Natural phenomenon in Yosemite National Park: flowing fireFebruary 22, 2019
What looks like liquid lava is what is currently drifting down El Capitan, a famous rock in Yosemite National Park. The natural phenomenon is rare – and extremely popular with photographers.
The Horsetail waterfall in the US National Park Yosemite is rather small and inconspicuous. Actually not a place that attracts the masses. At least that’s true for most of the year.

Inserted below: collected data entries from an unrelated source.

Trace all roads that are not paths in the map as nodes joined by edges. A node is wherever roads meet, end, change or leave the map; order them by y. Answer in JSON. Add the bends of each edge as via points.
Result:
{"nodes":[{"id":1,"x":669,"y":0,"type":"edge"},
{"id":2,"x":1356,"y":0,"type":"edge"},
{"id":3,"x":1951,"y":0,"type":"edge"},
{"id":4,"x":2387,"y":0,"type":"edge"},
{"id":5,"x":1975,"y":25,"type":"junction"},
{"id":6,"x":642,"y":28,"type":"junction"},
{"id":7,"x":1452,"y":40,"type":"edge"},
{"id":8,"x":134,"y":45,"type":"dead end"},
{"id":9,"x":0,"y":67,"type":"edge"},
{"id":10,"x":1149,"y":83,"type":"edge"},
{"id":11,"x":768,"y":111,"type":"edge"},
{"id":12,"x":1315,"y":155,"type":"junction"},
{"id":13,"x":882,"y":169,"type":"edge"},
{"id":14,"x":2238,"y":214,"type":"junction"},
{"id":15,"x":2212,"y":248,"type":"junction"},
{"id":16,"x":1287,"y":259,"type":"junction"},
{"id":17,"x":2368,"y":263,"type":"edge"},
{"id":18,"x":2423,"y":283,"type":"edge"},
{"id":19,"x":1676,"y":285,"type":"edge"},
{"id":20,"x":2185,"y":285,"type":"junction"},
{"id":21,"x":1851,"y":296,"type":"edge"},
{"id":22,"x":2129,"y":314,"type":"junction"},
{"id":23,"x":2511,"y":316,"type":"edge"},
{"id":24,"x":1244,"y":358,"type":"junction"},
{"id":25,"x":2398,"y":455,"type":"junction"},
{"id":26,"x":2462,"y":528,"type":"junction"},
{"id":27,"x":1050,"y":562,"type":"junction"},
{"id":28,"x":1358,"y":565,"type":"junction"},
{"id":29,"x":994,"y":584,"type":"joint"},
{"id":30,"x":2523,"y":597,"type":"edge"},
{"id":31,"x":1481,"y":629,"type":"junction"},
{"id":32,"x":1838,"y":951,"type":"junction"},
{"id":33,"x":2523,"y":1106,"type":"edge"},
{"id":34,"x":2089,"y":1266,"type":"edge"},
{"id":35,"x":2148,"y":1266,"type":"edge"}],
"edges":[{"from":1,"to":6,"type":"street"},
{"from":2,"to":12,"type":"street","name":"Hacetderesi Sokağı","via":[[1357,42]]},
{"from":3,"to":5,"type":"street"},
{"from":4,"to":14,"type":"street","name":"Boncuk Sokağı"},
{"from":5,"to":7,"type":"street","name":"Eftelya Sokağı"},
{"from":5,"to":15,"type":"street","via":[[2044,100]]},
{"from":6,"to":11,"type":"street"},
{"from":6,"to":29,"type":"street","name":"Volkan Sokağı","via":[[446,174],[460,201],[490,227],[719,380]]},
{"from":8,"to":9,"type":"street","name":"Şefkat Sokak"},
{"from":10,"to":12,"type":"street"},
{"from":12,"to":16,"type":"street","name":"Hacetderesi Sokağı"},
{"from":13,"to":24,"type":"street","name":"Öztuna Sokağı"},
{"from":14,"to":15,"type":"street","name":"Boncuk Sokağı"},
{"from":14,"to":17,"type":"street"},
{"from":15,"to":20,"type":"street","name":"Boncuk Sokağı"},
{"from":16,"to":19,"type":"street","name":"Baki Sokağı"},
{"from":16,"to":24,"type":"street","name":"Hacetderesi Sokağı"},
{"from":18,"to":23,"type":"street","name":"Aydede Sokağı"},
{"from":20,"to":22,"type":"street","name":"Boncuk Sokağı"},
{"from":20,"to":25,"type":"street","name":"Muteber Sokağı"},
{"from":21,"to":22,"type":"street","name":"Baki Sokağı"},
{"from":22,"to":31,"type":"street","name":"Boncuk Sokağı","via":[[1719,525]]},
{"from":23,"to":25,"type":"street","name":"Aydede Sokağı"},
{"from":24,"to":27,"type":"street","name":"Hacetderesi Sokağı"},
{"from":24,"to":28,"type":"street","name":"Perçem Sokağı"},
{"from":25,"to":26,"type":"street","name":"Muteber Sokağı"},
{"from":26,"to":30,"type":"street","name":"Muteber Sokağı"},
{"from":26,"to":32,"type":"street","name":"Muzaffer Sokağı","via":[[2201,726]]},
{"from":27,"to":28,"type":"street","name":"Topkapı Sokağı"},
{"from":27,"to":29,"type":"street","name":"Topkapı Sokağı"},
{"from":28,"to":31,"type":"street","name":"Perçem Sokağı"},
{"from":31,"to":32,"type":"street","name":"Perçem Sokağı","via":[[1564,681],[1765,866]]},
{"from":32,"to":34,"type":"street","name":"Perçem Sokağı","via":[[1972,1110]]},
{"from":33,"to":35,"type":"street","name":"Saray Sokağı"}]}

But in February – when all conditions are right – it becomes a hotspot for tourists. They crowd at sunset at the eastern foot of the famous El Capitan Climbing Rock and watch for a few minutes as the darkness falls, as suddenly the sparks fly along the narrow waterfall – like a trickle of water Firefall becomes.
At least it seems like fire is flowing down the mountainside. But the fiery embers are an optical illusion. The natural phenomenon is a “unique lighting effect,” writes the Yosemite National Park on its website.
This requires perfect conditions. First of all, the waterfall has to flow at all, which it does only when the snow melts on the 2307 meter high rock and there is enough meltwater.
In addition, the sky in the evening must be very clear, so that the rays of the setting sun unabated hit the waterfall on the eastern edge of El Capitan. “Even a bit of haze or light cloud cover can prevent or reduce the effect,” reads the National Park website. And then the position of the sun in the sky has to be right. Therefore, the phenomenon is visible – if at all – only on a few days in February.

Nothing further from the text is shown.